#### WORK INSTRUCTION
Filter the listing down to the lines containing the word "Which".

#### EXTRACTED INFORMATION
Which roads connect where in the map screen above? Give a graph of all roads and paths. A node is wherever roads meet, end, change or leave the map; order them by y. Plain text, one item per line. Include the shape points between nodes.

* * *

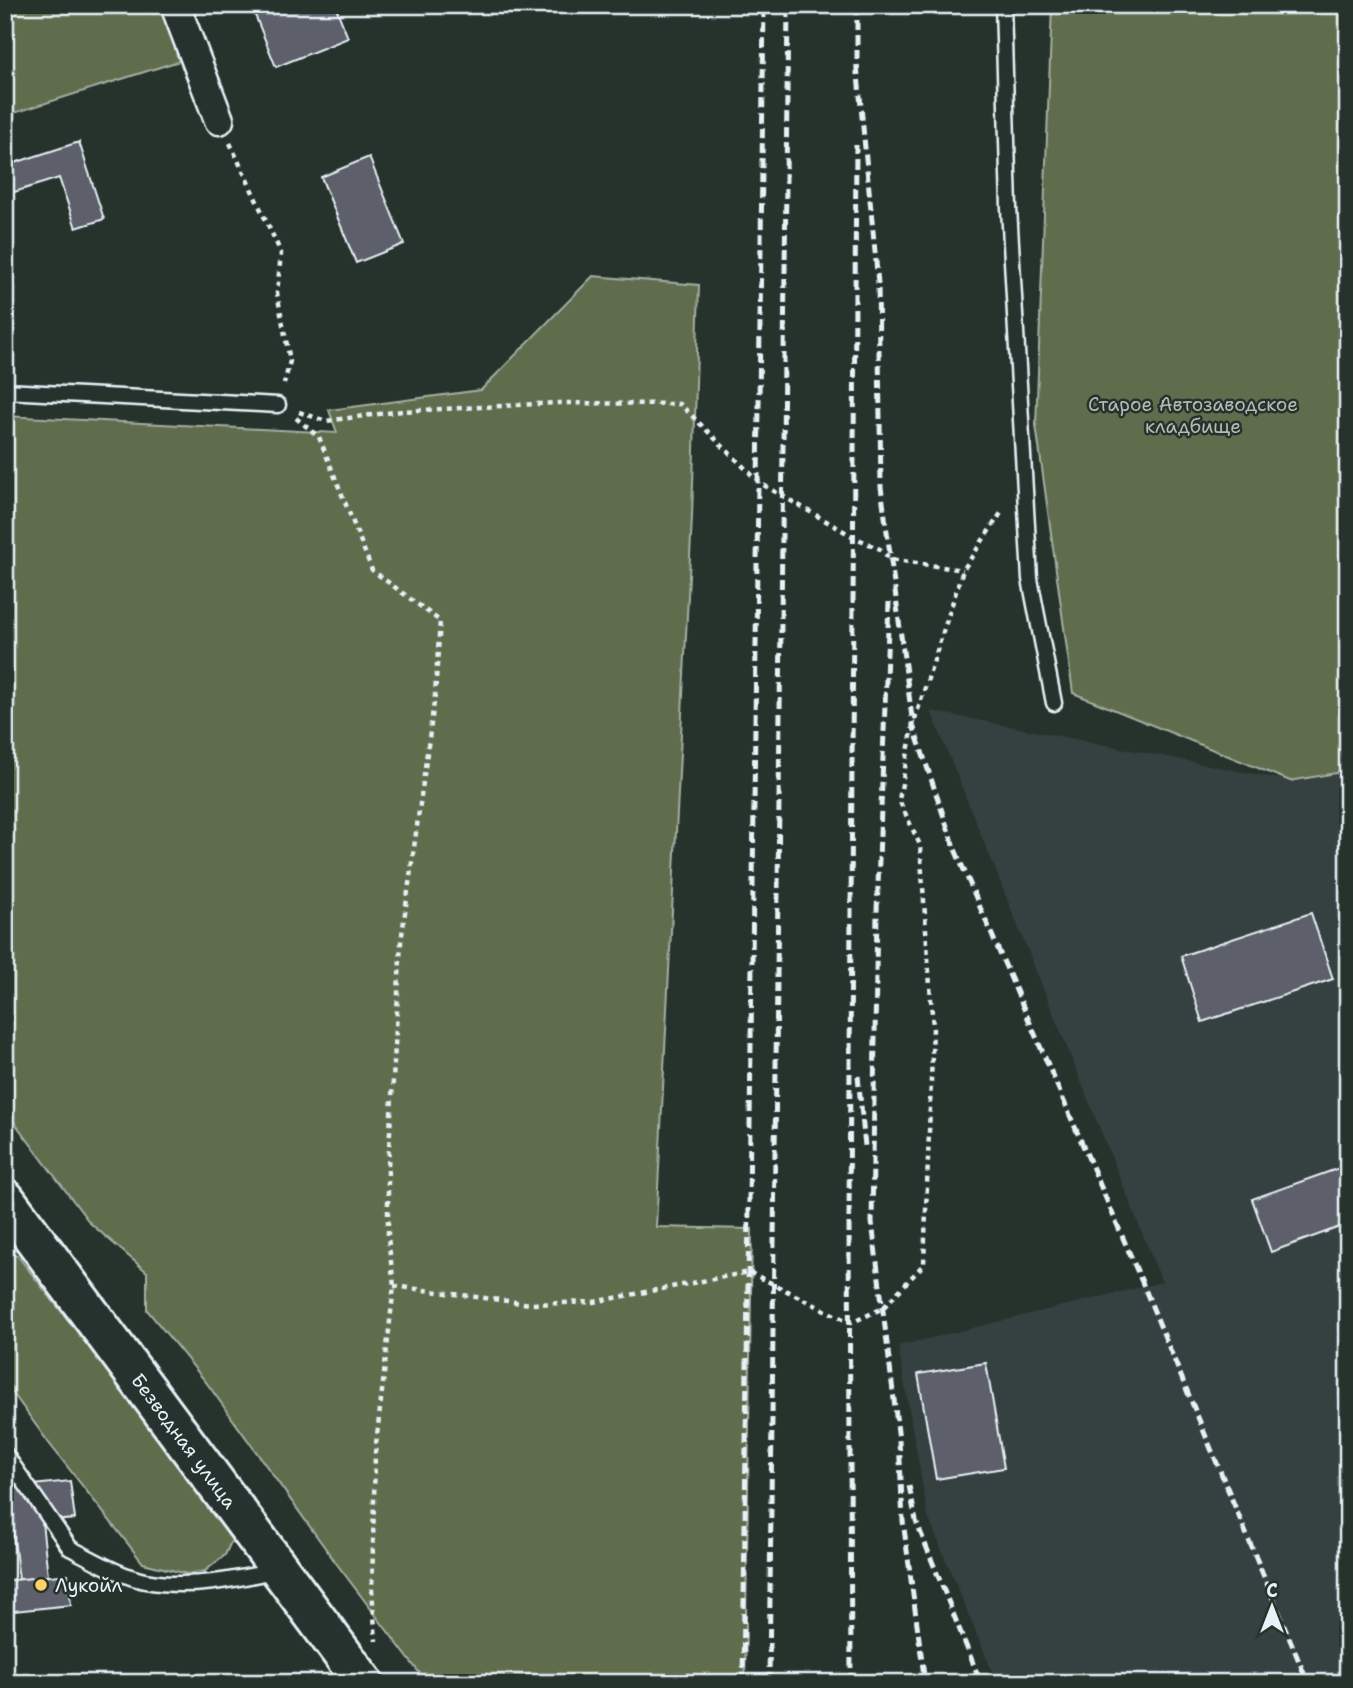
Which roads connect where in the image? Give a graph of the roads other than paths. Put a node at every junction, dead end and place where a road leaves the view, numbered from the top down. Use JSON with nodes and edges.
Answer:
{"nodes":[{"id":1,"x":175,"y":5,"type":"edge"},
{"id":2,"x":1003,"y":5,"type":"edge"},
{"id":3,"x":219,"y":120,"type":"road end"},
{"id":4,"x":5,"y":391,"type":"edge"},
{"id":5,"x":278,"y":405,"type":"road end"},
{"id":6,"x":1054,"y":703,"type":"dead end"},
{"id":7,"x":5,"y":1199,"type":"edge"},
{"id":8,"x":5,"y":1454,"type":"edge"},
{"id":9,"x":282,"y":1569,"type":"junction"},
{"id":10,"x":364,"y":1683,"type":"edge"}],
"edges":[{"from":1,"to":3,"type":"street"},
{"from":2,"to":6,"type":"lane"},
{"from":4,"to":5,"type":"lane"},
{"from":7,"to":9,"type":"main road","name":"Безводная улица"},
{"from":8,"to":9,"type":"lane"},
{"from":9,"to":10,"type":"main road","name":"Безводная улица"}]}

#### RESPONSE BELOW
Which roads connect where in the map screen above? Give a graph of all roads and paths. A node is wherever roads meet, end, change or leave the map; order them by y. Plain text, one item per line. Include the shape points between nodes.
Which roads connect where in the image? Give a graph of the roads other than paths. Put a node at every junction, dead end and place where a road leaves the view, numbered from the top down. Use JSON with nodes and edges.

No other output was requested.